Proton NMR studies of .lambda. cro repressor. 2. Sequential resonance assignments of the proton NMR spectrum

Abstract

The cro repressor protein from bacteriophage .lambda. has been studied in solution by two-dimensional nuclear magnetic resonance spectroscopy (2D NMR). Following the approach of Wuthrich and co-workers [Wuthrich, K., Wider, G., Wagner, G., and Braun, W. (1982) J. Mol. Biol. 155, 311-319], individual spin systems were identified by J-correlated spectroscopy (COSY) supplemented, where necessary, by relayed coherence transfer spectroscopy (RELAY). Nuclear Overhauser effect spectroscopy (NOESY) was used to obtain sequence-specific assignments. From the two-dimensional spectra, the peptide backbone resonances (NH and C.alpha.H) for 65 of the 66 amino acids were assigned, as well as most of the side chain resonances. The chemical shifts for the assigned protons are reported at 35.degree.

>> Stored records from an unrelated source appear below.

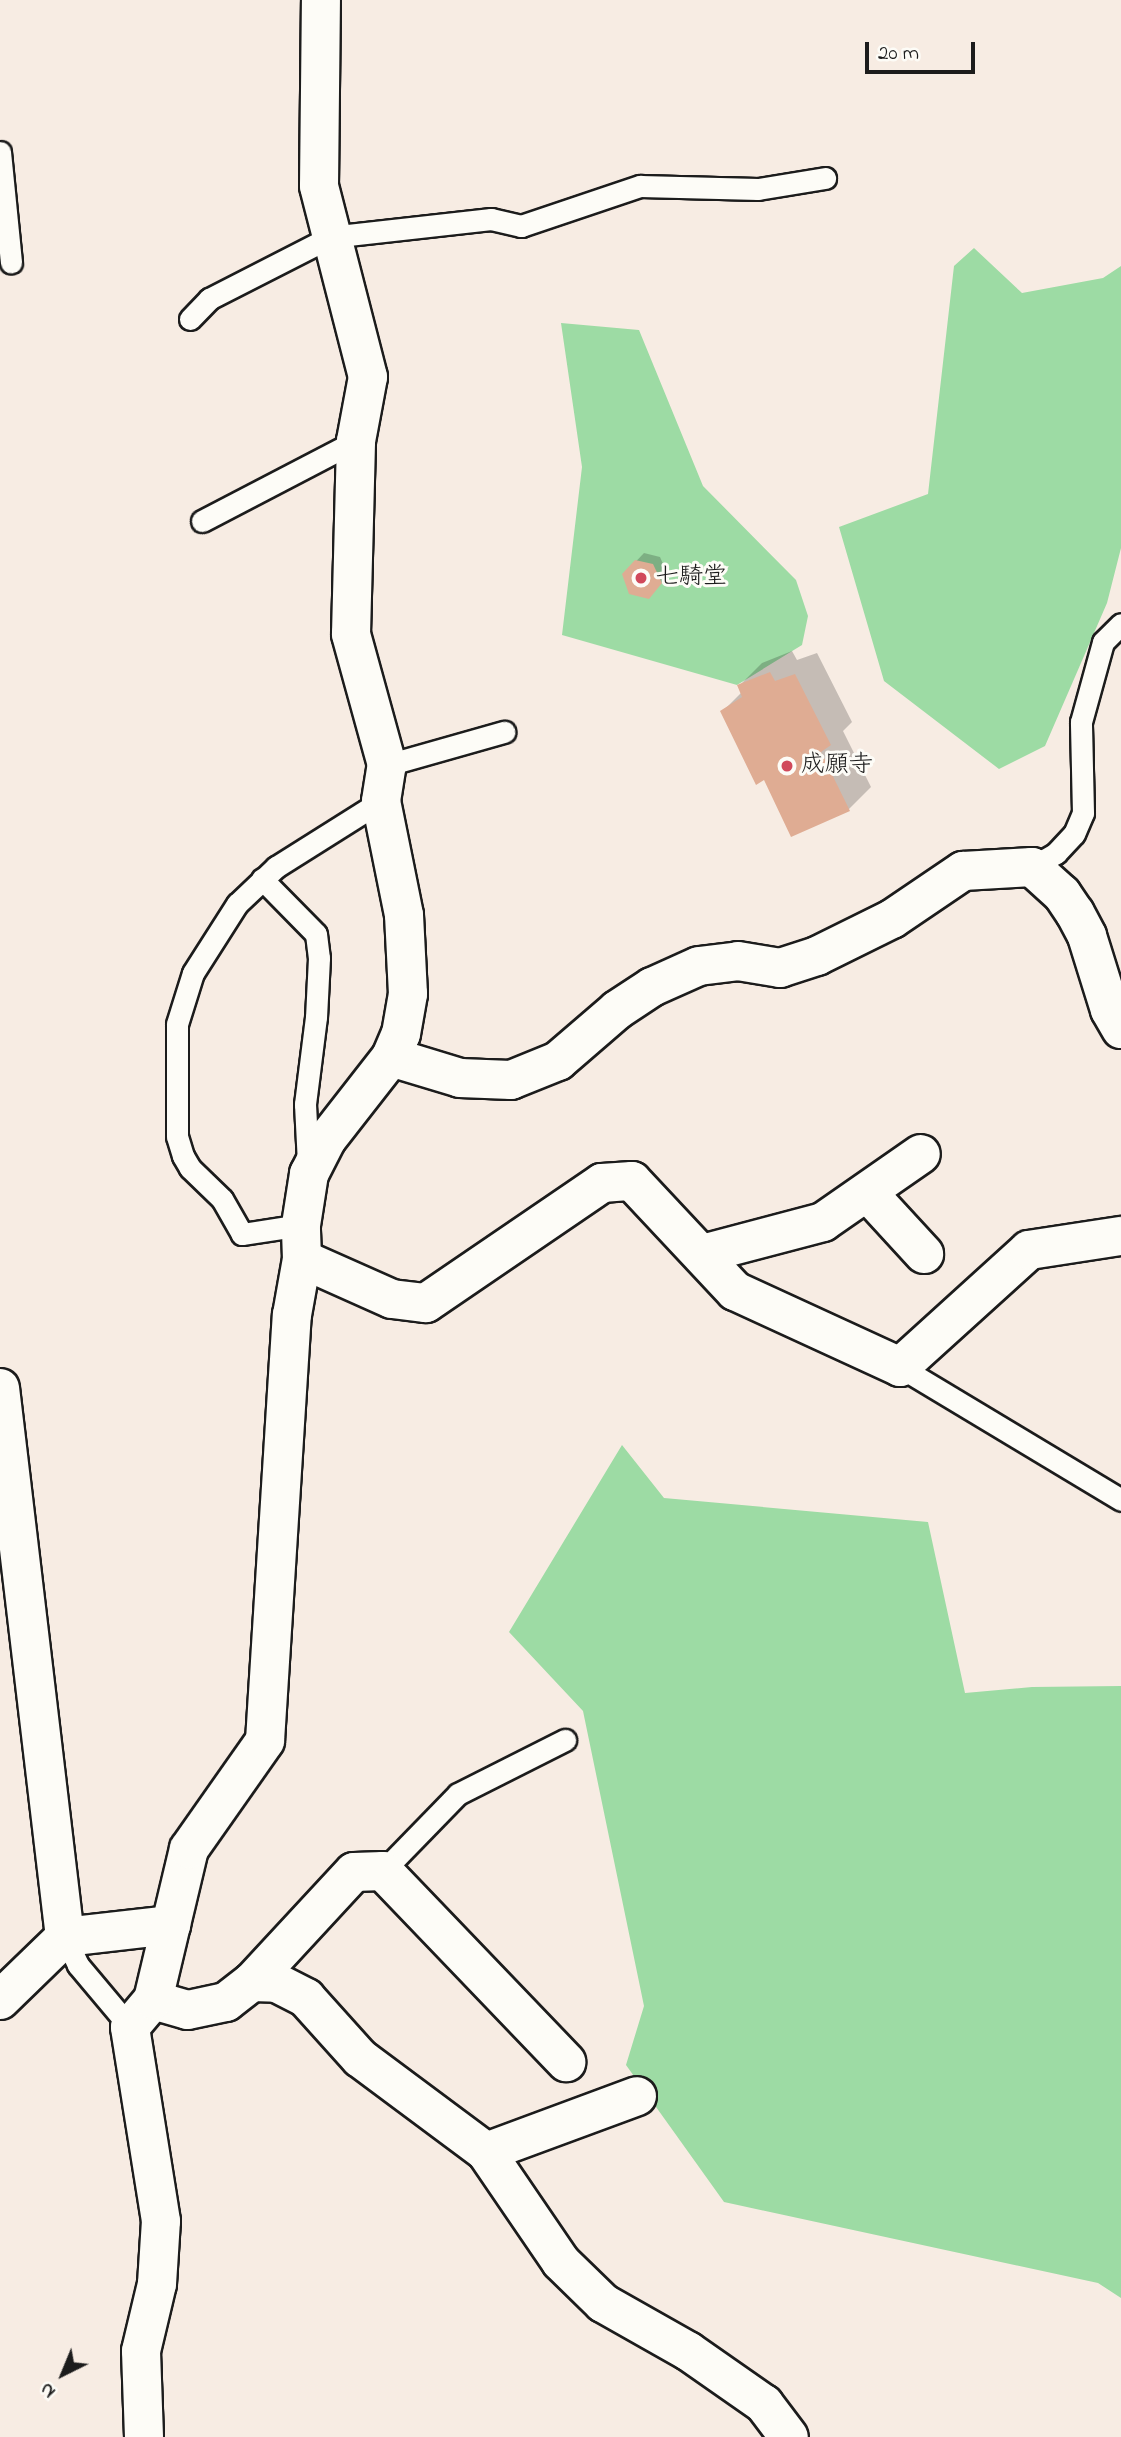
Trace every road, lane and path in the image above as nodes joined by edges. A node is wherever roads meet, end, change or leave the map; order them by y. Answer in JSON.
{"nodes":[{"id":1,"x":321,"y":0,"type":"edge"},
{"id":2,"x":0,"y":152,"type":"edge"},
{"id":3,"x":824,"y":178,"type":"dead end"},
{"id":4,"x":330,"y":237,"type":"junction"},
{"id":5,"x":11,"y":262,"type":"dead end"},
{"id":6,"x":190,"y":319,"type":"dead end"},
{"id":7,"x":356,"y":441,"type":"junction"},
{"id":8,"x":202,"y":521,"type":"dead end"},
{"id":9,"x":1121,"y":624,"type":"edge"},
{"id":10,"x":504,"y":732,"type":"dead end"},
{"id":11,"x":384,"y":783,"type":"junction"},
{"id":12,"x":1032,"y":867,"type":"junction"},
{"id":13,"x":262,"y":879,"type":"junction"},
{"id":14,"x":1121,"y":1029,"type":"edge"},
{"id":15,"x":391,"y":1057,"type":"junction"},
{"id":16,"x":921,"y":1154,"type":"dead end"},
{"id":17,"x":309,"y":1174,"type":"junction"},
{"id":18,"x":868,"y":1193,"type":"junction"},
{"id":19,"x":1121,"y":1237,"type":"edge"},
{"id":20,"x":302,"y":1242,"type":"junction"},
{"id":21,"x":702,"y":1254,"type":"junction"},
{"id":22,"x":924,"y":1254,"type":"dead end"},
{"id":23,"x":900,"y":1367,"type":"junction"},
{"id":24,"x":0,"y":1388,"type":"edge"},
{"id":25,"x":1121,"y":1500,"type":"edge"},
{"id":26,"x":565,"y":1740,"type":"dead end"},
{"id":27,"x":383,"y":1871,"type":"junction"},
{"id":28,"x":171,"y":1925,"type":"junction"},
{"id":29,"x":65,"y":1937,"type":"junction"},
{"id":30,"x":252,"y":1982,"type":"junction"},
{"id":31,"x":0,"y":2000,"type":"edge"},
{"id":32,"x":142,"y":2014,"type":"junction"},
{"id":33,"x":566,"y":2062,"type":"dead end"},
{"id":34,"x":637,"y":2096,"type":"dead end"},
{"id":35,"x":486,"y":2152,"type":"junction"},
{"id":36,"x":144,"y":2437,"type":"edge"},
{"id":37,"x":789,"y":2437,"type":"edge"}],
"edges":[{"from":1,"to":4,"type":"street"},
{"from":2,"to":5,"type":"lane"},
{"from":3,"to":4,"type":"lane"},
{"from":4,"to":6,"type":"lane"},
{"from":4,"to":7,"type":"street"},
{"from":7,"to":8,"type":"lane"},
{"from":7,"to":11,"type":"street"},
{"from":9,"to":12,"type":"lane"},
{"from":10,"to":11,"type":"lane"},
{"from":11,"to":13,"type":"lane"},
{"from":11,"to":15,"type":"street"},
{"from":12,"to":14,"type":"street"},
{"from":12,"to":15,"type":"street"},
{"from":13,"to":17,"type":"lane"},
{"from":13,"to":20,"type":"lane"},
{"from":15,"to":17,"type":"street"},
{"from":16,"to":18,"type":"street"},
{"from":17,"to":20,"type":"street"},
{"from":18,"to":21,"type":"street"},
{"from":18,"to":22,"type":"street"},
{"from":19,"to":23,"type":"street"},
{"from":20,"to":21,"type":"street"},
{"from":20,"to":28,"type":"street"},
{"from":21,"to":23,"type":"street"},
{"from":23,"to":25,"type":"lane"},
{"from":24,"to":29,"type":"street"},
{"from":26,"to":27,"type":"lane"},
{"from":27,"to":30,"type":"street"},
{"from":27,"to":33,"type":"street"},
{"from":28,"to":29,"type":"street"},
{"from":28,"to":32,"type":"street"},
{"from":29,"to":31,"type":"street"},
{"from":29,"to":32,"type":"lane"},
{"from":30,"to":32,"type":"street"},
{"from":30,"to":35,"type":"street"},
{"from":32,"to":36,"type":"street"},
{"from":34,"to":35,"type":"street"},
{"from":35,"to":37,"type":"street"}]}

C in 10 mM potassium phosphate, pH 6.8, and in 10 mM potassium phosphate, pH, 4.6, 0.2 M KCl, and 0.1 mM EDTA. Small shifts were observed for some resonances upon addition of salt, but no major changes in the spectrum were seen, indicating that no global structural change occurs between these ionic strengths. NOE patterns characteristic of .alpha.-helices, .beta.-strands, ad turns are seen in various regions of the primary sequence. From the location of these regions the secondary structure of cro in solution appears to be virtually identical with the crystal structure [Anderson, W. F., Ohlendorf, D. H., Takeda, Y., and Matthews, B. W. (1981) Nature (London) 209, 754-758]. Missing assignments include the Pro-59 resonances and the peripheral protons of the eight lysine, the three arginine, and three of the five isoleucine residues.